— ACTIVITY —
In how many lines of the entries below does "Higgins" appear? Give only the number.

Stored items
══════

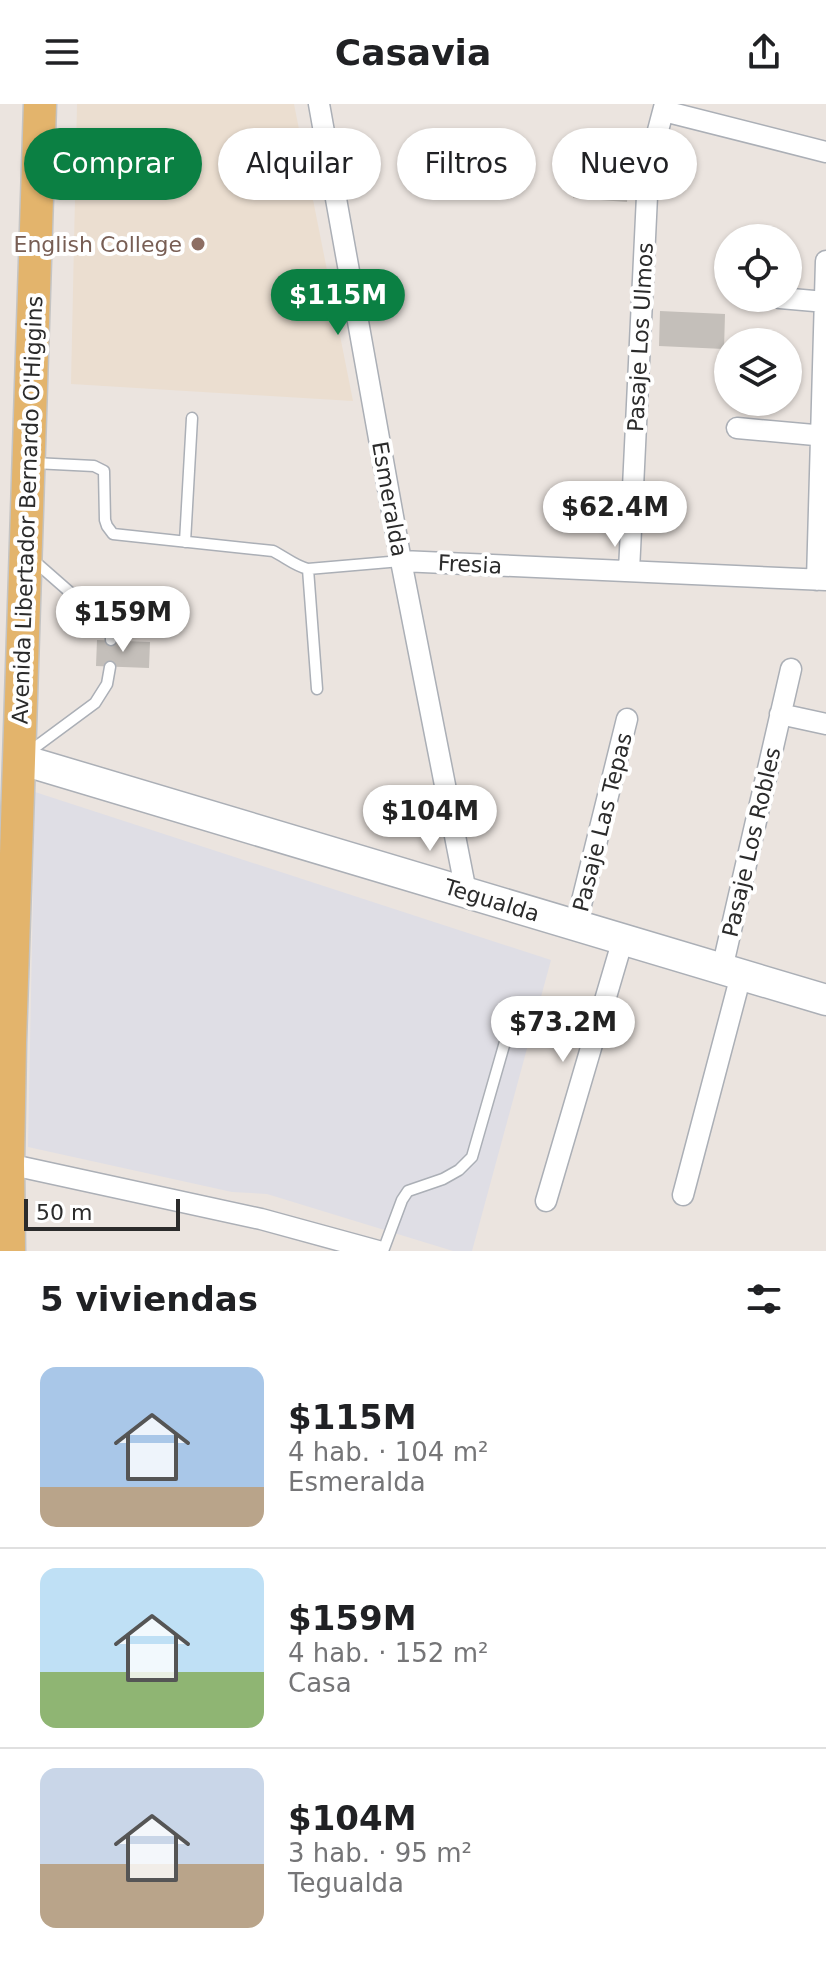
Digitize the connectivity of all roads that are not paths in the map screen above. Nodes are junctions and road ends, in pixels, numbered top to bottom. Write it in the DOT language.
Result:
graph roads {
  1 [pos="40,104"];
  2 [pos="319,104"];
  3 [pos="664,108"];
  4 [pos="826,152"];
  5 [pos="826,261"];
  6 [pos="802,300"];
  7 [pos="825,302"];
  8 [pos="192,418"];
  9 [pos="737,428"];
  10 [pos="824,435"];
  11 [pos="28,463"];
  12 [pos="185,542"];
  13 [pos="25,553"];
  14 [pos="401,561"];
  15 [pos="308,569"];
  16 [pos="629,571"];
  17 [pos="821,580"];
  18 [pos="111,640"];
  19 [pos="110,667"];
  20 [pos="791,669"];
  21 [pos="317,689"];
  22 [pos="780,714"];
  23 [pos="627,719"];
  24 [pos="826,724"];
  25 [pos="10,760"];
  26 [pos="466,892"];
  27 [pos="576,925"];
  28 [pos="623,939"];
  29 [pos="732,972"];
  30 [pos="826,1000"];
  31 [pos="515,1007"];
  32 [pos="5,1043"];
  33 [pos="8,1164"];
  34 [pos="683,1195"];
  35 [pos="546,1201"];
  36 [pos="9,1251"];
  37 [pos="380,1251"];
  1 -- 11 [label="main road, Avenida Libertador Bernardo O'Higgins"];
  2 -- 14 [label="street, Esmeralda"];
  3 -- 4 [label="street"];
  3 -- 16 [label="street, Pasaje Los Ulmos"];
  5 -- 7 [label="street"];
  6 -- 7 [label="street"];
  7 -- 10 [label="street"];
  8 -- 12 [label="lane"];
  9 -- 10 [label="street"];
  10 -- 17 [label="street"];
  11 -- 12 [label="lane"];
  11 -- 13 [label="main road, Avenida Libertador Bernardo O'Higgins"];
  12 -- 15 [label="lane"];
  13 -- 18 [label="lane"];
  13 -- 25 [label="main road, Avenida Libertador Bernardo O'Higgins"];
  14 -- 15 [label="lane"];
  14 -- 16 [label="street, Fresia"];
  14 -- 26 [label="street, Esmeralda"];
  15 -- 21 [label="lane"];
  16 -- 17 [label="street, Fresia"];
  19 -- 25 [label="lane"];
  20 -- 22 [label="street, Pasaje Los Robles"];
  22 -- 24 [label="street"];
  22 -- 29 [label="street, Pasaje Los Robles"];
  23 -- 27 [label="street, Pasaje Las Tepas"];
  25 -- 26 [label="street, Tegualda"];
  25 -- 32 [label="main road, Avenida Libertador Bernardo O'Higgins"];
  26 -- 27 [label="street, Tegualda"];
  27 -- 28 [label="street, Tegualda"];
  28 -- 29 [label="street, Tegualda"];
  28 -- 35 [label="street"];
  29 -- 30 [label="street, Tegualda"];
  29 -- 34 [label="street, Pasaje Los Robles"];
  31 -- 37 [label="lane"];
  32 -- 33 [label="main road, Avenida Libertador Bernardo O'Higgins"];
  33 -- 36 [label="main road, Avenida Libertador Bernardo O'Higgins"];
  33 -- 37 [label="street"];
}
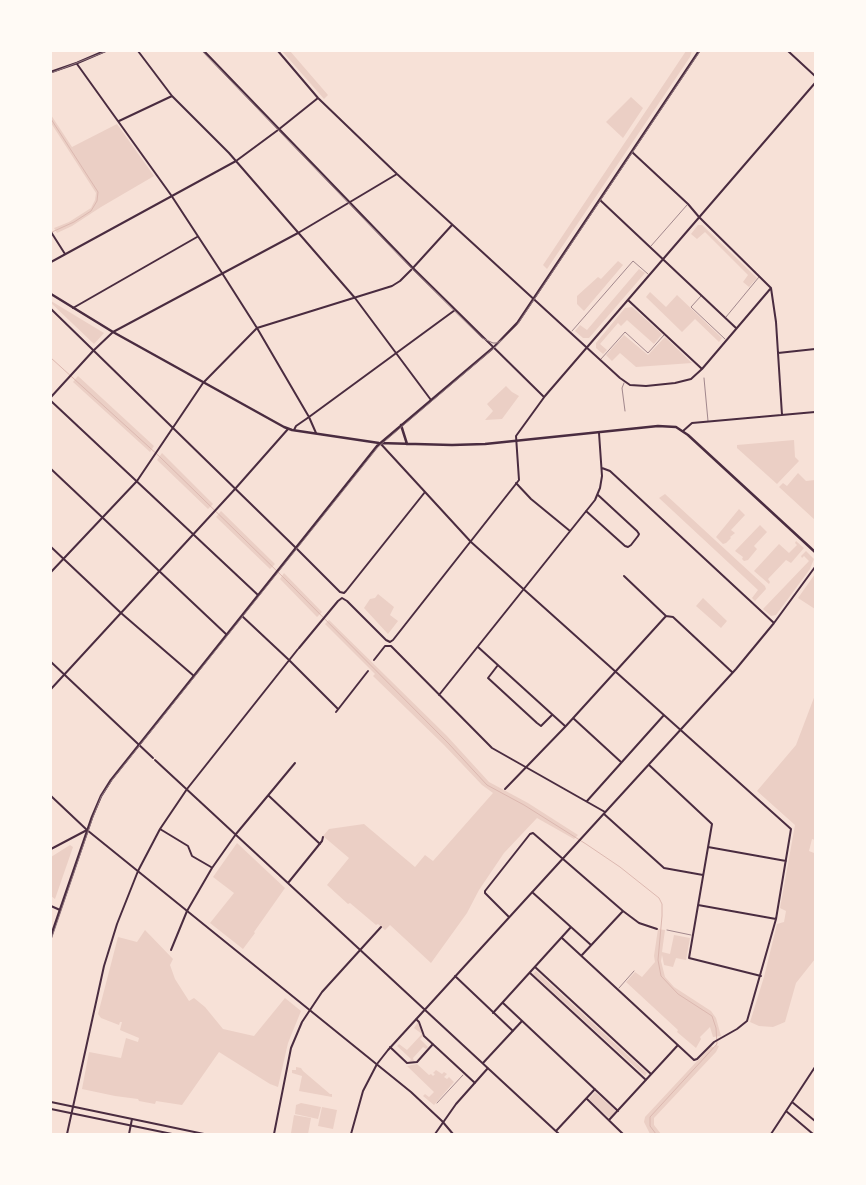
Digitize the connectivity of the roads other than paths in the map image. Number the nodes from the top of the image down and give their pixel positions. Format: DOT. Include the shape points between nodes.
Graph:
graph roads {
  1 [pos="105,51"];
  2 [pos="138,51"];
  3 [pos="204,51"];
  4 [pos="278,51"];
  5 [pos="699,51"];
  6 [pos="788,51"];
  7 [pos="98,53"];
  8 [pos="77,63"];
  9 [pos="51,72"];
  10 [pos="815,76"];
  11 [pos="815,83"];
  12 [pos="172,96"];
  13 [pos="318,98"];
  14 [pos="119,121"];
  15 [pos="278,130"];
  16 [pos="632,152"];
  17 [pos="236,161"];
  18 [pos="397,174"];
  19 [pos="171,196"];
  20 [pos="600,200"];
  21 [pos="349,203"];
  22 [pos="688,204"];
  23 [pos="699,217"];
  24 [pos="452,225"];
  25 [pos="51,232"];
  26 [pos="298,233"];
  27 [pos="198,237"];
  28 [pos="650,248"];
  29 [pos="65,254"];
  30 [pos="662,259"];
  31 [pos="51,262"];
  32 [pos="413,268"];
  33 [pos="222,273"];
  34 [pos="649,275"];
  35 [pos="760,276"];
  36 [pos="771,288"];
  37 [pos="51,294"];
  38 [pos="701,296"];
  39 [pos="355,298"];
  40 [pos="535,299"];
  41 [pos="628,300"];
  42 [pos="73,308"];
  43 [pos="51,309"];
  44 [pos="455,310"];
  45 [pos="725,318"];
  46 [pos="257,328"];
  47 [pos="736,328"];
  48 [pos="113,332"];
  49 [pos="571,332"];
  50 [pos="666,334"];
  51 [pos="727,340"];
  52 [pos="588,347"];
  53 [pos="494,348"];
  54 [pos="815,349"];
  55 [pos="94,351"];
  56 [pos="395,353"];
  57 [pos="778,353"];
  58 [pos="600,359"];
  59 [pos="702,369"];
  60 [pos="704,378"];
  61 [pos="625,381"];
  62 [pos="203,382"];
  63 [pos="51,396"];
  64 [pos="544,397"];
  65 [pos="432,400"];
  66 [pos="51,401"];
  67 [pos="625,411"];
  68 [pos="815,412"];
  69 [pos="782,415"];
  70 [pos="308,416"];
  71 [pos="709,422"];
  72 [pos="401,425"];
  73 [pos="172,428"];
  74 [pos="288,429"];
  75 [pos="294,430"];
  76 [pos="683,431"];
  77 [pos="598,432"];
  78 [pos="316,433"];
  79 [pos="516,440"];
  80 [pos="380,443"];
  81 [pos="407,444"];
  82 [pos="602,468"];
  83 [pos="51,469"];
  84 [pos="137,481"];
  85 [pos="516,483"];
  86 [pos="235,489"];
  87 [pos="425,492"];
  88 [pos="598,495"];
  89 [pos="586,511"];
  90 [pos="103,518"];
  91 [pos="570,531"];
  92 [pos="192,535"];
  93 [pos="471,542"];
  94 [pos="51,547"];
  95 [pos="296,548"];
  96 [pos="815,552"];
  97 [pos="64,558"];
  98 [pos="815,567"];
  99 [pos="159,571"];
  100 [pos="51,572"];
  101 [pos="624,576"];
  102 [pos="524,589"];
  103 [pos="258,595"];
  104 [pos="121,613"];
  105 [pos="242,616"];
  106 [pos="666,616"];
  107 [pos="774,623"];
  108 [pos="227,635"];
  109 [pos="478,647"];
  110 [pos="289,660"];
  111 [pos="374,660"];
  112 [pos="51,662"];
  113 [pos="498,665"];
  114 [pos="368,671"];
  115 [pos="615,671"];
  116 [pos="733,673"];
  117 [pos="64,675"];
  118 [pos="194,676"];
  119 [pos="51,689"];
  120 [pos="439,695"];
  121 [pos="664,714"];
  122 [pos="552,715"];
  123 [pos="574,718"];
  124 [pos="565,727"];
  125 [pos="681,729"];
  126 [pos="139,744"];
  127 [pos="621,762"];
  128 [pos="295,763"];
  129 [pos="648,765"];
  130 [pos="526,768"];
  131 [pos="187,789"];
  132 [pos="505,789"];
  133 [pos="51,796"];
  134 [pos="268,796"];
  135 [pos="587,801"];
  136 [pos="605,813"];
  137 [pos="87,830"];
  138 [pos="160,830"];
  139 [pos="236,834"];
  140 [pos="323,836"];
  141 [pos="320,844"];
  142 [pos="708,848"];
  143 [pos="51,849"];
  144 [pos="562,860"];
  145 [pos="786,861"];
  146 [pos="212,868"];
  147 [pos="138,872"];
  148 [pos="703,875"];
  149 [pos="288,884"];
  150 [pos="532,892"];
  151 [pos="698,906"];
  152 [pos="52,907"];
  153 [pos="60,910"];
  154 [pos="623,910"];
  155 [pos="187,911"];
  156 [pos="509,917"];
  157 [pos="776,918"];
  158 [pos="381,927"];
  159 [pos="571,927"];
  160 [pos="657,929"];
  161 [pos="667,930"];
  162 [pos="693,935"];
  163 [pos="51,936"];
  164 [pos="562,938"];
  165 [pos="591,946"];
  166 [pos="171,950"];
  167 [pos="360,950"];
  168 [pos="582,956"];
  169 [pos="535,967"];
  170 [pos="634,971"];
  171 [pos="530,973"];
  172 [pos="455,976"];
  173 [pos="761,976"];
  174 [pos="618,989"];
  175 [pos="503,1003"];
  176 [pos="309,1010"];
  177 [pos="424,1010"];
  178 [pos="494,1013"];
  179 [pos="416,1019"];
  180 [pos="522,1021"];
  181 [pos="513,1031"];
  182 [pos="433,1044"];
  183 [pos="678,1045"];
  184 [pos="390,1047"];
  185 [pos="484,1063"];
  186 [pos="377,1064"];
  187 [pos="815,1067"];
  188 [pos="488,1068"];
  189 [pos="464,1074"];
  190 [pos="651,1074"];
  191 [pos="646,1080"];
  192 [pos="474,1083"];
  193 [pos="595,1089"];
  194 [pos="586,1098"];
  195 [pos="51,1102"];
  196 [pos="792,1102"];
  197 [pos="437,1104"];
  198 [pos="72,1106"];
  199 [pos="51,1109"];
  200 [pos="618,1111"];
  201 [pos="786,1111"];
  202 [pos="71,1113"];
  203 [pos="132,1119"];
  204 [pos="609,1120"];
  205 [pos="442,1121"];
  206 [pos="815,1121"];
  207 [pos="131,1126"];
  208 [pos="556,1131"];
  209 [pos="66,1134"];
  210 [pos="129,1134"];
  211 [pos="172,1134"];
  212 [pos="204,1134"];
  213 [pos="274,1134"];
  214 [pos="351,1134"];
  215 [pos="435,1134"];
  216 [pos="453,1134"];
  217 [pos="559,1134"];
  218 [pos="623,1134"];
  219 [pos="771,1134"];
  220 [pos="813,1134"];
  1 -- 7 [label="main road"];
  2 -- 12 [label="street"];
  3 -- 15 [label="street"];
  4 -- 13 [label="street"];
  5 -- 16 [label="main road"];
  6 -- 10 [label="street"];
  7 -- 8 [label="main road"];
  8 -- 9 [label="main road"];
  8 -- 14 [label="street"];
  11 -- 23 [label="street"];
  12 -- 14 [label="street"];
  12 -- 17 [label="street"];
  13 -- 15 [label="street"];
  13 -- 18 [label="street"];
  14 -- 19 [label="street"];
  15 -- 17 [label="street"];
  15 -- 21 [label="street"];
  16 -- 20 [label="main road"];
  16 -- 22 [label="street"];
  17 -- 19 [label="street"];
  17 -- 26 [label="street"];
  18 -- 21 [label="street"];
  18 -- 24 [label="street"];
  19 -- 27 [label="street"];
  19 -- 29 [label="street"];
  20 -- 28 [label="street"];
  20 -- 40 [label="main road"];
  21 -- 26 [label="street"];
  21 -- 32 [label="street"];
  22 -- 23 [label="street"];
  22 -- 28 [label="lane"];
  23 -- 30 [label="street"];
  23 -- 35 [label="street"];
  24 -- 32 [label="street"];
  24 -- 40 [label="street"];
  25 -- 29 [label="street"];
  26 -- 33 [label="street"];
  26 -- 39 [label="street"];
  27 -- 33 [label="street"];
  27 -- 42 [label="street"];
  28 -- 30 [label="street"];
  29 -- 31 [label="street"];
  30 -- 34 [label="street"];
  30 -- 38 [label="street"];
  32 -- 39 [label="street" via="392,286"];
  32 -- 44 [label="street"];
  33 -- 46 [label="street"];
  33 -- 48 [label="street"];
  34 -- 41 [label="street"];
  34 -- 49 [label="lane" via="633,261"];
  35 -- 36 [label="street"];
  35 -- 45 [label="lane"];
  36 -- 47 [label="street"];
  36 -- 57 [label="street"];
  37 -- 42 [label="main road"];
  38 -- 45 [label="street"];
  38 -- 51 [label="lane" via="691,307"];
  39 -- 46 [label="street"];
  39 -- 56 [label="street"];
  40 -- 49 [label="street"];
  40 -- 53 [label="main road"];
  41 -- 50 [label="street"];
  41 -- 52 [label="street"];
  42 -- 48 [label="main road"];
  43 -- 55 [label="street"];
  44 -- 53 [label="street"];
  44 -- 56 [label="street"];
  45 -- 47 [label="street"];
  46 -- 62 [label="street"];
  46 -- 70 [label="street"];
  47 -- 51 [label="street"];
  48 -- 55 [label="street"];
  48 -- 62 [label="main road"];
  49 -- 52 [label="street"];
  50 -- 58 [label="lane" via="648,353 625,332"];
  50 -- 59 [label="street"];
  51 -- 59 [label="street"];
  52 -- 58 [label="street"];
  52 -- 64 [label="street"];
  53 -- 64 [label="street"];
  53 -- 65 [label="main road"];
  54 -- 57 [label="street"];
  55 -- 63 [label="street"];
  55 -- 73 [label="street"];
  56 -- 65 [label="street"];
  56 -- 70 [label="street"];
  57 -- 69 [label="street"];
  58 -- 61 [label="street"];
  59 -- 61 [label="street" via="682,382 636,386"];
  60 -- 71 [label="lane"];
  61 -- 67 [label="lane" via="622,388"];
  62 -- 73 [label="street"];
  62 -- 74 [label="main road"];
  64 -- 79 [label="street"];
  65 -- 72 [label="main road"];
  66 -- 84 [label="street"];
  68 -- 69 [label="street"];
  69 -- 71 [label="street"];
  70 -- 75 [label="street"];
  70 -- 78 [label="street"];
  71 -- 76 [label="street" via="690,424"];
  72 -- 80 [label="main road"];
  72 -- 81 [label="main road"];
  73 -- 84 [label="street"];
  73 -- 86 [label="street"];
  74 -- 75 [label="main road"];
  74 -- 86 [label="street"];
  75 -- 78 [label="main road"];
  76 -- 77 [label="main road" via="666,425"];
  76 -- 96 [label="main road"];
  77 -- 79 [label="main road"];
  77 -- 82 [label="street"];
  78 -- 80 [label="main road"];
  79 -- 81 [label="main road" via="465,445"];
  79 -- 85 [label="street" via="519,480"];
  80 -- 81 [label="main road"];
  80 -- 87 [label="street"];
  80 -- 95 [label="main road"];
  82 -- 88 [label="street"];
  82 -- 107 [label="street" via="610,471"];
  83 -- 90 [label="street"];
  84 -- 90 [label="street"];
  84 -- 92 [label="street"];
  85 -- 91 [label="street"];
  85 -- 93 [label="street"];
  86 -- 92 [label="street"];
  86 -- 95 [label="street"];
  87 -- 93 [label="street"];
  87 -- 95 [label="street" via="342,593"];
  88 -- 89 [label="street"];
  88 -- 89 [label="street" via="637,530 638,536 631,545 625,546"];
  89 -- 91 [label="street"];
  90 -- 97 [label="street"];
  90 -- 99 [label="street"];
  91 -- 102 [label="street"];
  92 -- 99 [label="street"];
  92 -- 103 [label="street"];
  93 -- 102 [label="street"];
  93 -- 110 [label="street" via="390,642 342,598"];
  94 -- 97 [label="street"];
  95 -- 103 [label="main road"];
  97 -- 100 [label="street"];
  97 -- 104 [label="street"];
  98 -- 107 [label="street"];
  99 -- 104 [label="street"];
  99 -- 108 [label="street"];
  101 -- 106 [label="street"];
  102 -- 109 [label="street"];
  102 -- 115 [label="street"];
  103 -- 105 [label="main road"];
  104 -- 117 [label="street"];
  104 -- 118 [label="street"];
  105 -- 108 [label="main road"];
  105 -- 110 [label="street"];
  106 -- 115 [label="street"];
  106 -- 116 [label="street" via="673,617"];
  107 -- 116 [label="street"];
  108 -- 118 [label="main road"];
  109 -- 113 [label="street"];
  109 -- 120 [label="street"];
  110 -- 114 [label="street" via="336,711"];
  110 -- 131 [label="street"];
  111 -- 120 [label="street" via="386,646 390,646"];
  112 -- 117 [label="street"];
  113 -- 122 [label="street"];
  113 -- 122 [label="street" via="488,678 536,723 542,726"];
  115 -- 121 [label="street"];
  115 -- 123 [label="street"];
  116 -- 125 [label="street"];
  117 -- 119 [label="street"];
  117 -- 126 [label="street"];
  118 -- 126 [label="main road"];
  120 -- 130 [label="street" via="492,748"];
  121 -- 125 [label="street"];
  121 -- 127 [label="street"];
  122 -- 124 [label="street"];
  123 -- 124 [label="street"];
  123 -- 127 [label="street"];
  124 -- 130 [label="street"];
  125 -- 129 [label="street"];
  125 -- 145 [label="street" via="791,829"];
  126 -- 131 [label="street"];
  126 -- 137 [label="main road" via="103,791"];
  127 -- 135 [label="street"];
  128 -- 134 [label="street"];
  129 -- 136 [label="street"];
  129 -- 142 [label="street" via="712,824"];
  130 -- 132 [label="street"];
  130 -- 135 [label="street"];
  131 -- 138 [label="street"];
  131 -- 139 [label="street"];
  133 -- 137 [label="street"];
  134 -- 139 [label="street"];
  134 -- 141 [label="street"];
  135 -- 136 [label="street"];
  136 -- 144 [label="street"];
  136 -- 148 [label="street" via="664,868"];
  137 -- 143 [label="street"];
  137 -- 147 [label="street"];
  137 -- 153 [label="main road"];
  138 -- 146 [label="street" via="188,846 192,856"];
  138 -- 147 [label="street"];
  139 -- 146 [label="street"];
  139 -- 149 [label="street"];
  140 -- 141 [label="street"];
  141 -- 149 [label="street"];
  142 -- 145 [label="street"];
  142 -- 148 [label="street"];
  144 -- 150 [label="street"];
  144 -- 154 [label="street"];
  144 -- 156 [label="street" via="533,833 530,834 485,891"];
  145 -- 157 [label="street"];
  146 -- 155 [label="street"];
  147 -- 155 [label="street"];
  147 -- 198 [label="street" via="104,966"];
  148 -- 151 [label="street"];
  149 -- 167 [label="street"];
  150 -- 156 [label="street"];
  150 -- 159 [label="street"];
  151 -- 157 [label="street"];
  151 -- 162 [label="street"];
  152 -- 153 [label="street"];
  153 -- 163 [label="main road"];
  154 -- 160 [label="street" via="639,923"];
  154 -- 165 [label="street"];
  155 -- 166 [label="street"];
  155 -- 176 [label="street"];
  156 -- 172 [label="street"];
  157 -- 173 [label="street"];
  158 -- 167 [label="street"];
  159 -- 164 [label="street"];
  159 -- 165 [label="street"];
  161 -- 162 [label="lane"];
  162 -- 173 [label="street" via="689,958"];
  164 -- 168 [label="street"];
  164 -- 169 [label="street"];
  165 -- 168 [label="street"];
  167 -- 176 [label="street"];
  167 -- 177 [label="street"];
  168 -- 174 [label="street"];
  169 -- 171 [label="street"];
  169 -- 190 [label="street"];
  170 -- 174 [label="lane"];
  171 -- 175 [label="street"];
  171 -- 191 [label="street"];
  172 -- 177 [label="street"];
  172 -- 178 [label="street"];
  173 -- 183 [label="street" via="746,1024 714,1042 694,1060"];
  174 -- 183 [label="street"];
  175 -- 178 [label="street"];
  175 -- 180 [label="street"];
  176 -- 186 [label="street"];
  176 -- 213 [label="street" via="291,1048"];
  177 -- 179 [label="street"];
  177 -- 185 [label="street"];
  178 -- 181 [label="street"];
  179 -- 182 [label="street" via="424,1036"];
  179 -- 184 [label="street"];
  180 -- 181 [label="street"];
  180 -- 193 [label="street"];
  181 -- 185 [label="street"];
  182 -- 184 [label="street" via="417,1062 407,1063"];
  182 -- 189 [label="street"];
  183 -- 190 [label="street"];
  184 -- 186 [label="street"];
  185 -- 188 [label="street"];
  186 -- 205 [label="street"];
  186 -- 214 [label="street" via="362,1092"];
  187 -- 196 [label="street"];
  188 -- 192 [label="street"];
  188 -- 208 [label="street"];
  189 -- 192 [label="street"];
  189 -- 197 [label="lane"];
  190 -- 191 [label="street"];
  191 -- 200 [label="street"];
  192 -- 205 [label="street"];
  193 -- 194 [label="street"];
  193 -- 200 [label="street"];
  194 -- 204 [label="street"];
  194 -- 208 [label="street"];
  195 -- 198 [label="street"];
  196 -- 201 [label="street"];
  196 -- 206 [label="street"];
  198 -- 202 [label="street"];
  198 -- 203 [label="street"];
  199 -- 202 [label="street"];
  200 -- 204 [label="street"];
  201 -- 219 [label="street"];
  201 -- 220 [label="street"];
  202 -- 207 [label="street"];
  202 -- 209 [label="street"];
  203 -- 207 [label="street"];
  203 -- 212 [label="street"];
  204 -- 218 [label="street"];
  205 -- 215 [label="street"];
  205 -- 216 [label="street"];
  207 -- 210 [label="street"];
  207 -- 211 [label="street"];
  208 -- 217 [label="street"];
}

══════

— OUTPUT FOR THIS EXERCISE —
6